Ainsi, nos travaux en cours, transverses et associant pleinement les acteurs nationaux et locaux, ont pour objectif de faire avancer notre collectif managérial non seulement sur la dimension purement productive, mais aussi sur celle de la qualité. On ne parle pas uniquement de la qualité du produit (liquidation de retraite et droits en matière de prestation sociale), mais aussi de la qualité du service rendu aux assurés, de la satisfaction Cela en intégrant également la perception en interne de la performance : nous essayons de lui donner un côté qualitatif, qui correspond plus à l’univers de la Sécu.
Les Caisses ont quant à elles ajouté la notion de la durabilité : nous ne devons pas être performants à un moment ou sur une période donnée, mais bien nous inscrire dans la durée. Enfin, la performance appelle aussi la notion de bien vivre et travailler ensemble, car nous avons la conviction que c’est la force de notre collectif qui va nous permettre d’affronter les défis de demain. Ainsi, en définissant un spectre large de la performance, il est possible de dégager de premiers leviers.
Service public, durabilité et collectif sont donc au cœur de la performance Sécu ?
Jérôme Friteau : Il y a en effet plusieurs dimensions, qui sont comme des briques dont nous devons assurer la cohérence. Il y a évidemment la performance macro, à travers les indicateurs CPG / COG, dont l’analyse et le suivi sont bien maitrisées, aujourd’hui. Mais au niveau micro, il est important de ne pas confondre les objectifs et les indicateurs, qui, une fois déclinés trop mécaniquement à l’échelle de l’individu, risquent de faire perdre le sens de la mission de service public.
Nous essayons d’atteindre des résultats qui soient satisfaisants à la fois pour nos assurés, nos salariés et nos partenaires, tout en conjuguant des objectifs de court, moyen et long terme. D’où l’introduction d’une performance dans la durée, et le rappel d’une performance collective, pour sortir des stricts objectifs individuels chiffrés. La performance est de toute façon globale : ce n’est pas parce que vous avez dans votre équipe les 5 meilleures performances individuelles que vous aurez in fine la meilleure performance de service public.
Vous avez défini des compétences-clés autour de la gestion de la performance pour les managers – comment avez-vous travaillé ?
JF : Nous sommes repartis du terrain pour être sûr de répondre aux attentes des managers face à la réalité de leur activité, et non seulement aux ambitions de la caisse nationale.
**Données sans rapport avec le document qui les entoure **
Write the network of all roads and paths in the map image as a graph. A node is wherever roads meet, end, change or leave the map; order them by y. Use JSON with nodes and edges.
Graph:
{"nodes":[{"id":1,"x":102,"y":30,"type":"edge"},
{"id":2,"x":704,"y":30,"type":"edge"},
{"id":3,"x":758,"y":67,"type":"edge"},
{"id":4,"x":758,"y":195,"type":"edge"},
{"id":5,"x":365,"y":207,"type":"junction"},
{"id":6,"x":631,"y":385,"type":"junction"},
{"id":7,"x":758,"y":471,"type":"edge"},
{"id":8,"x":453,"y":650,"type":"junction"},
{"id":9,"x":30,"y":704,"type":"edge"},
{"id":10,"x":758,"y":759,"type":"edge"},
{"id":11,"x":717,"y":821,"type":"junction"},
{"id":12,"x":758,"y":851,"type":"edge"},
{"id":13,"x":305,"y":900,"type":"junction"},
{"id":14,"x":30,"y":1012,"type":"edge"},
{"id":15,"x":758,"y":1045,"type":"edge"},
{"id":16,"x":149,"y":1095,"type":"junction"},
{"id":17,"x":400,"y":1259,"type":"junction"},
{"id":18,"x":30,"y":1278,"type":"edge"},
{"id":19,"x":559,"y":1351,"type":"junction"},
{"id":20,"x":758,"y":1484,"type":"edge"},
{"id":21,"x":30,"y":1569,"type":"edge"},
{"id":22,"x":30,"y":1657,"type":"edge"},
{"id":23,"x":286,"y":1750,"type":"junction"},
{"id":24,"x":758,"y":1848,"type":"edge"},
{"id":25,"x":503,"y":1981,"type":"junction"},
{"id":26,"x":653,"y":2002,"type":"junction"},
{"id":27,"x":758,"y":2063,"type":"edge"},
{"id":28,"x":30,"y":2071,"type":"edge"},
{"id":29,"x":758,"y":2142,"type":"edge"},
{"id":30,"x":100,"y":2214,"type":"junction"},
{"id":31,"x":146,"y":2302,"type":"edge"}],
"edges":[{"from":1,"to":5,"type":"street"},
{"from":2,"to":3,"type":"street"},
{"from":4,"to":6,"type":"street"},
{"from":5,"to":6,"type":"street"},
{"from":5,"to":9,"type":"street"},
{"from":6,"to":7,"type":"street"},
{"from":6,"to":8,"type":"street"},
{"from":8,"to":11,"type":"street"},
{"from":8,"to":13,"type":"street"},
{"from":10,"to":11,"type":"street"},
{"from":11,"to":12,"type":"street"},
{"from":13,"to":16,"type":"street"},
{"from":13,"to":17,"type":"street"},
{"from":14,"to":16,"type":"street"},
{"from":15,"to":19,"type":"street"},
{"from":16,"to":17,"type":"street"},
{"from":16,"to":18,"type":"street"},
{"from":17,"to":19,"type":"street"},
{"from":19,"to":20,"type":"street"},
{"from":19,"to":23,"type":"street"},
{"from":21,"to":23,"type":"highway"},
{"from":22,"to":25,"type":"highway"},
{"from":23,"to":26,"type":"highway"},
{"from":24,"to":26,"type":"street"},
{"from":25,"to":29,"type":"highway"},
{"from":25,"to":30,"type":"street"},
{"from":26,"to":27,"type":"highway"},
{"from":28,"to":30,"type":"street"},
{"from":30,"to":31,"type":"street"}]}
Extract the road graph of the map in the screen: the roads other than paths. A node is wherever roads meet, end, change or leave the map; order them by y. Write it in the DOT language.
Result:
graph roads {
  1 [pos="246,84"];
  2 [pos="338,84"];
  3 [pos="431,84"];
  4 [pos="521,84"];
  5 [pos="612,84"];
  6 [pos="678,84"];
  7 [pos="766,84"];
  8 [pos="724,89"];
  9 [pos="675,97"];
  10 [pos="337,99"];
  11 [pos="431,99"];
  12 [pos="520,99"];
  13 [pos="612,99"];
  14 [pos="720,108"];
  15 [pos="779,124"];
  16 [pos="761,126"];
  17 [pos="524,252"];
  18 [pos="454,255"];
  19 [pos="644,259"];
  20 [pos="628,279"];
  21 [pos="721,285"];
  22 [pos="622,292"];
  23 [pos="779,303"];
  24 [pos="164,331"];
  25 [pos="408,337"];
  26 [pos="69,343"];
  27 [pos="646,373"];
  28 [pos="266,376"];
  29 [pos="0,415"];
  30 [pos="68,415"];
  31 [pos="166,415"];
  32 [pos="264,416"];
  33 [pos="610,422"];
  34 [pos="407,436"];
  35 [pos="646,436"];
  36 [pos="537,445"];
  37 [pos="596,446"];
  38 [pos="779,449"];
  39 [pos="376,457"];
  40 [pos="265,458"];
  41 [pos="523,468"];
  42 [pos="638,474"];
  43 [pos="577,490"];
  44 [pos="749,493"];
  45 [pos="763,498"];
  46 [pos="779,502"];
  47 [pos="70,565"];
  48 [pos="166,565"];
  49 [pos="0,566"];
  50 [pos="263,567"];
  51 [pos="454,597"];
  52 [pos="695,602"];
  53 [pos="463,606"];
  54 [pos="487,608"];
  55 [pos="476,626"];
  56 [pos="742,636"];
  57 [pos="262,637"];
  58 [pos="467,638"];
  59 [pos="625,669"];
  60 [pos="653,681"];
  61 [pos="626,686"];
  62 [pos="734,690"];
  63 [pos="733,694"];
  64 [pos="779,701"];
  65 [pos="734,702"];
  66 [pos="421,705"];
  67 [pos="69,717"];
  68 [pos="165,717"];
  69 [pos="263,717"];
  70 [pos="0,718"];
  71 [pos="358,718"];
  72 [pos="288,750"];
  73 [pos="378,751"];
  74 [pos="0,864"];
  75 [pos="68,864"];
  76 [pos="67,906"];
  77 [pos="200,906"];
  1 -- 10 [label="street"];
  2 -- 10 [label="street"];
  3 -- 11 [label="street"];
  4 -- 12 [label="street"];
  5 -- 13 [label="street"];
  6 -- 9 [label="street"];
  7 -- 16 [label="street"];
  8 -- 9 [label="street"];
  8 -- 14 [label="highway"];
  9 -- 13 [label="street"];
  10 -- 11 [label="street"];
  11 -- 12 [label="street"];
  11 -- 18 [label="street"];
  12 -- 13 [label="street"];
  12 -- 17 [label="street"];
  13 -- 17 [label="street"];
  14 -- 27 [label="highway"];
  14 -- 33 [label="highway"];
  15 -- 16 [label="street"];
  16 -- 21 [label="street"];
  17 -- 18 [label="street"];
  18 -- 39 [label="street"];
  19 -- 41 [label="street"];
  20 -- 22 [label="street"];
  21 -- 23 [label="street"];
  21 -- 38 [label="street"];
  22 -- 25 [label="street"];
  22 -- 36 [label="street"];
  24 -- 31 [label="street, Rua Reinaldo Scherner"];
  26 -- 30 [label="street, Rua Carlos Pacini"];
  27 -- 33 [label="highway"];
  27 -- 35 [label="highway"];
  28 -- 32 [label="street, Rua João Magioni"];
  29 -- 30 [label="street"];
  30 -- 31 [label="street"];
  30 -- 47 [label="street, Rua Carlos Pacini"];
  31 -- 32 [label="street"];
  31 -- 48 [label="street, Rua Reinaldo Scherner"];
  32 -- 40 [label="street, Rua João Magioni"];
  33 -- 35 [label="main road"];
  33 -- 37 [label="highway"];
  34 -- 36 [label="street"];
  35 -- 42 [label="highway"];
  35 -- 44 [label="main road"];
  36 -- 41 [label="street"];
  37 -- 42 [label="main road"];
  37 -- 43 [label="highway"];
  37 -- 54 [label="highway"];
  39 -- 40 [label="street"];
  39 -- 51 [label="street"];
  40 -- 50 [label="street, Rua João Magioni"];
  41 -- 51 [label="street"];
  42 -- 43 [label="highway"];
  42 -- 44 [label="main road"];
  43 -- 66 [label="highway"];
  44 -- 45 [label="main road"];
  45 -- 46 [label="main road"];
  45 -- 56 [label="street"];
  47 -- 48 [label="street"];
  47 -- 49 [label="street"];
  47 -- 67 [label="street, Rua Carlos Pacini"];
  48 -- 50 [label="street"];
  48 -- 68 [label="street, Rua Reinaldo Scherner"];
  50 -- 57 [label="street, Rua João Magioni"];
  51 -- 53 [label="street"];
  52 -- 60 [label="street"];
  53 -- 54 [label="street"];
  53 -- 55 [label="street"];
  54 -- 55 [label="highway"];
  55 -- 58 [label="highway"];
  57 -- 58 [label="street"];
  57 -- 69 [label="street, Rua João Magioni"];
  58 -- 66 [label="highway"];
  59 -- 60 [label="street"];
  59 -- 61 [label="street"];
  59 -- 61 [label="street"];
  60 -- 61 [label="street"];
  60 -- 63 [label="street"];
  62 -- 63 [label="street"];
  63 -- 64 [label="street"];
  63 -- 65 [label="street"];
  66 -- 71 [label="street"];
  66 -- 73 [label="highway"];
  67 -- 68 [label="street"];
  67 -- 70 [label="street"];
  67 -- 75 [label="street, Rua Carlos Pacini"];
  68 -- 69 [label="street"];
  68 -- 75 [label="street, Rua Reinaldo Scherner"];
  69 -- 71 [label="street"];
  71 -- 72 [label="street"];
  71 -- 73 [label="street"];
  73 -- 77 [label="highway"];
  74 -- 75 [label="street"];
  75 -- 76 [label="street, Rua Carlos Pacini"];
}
Nous avons donc travaillé sur ce projet avec 3 caisses : la Carsat Centre-Val de Loire, la Carsat Bretagne, et la Carsat Sud-Est. Ce travail s’est fait avec des managers de proximité, mais aussi des managers de managers et des managers de direction. L’objectif était de comprendre leur vision de la performance durable et collective, tout en identifiant leurs besoins.
Quelles sont les compétences-clés que vous avez définies ?
JF : Pour un manager, garantir la performance durable de son équipe demande d’abord d’avoir une bonne compréhension et une bonne maîtrise du cadre théorique de cette performance. Mais cela nécessite aussi de pouvoir évoluer dans sa posture managériale afin de rendre possible une performance globale, sereine – c’est-à-dire être capable de prendre du recul sur son activité, sur son périmètre d’autonomie et de délégation, et donc d’accroître sa plus-value managériale.
Il s’agit également de savoir piloter durablement la performance dans un contexte qui lui est instable. Cela implique notamment de bien gérer les ressources et de s’efforcer, dans le contexte de management hybride, de réduire le fossé qui peut exister entre le travail prescrit et le travail réel. Plus largement, il faut ouvrir une réflexion sur la performance avec ses collaborateurs et sa hiérarchie, et instaurer des espaces de dialogue professionnel pour mettre en discussion le travail réel.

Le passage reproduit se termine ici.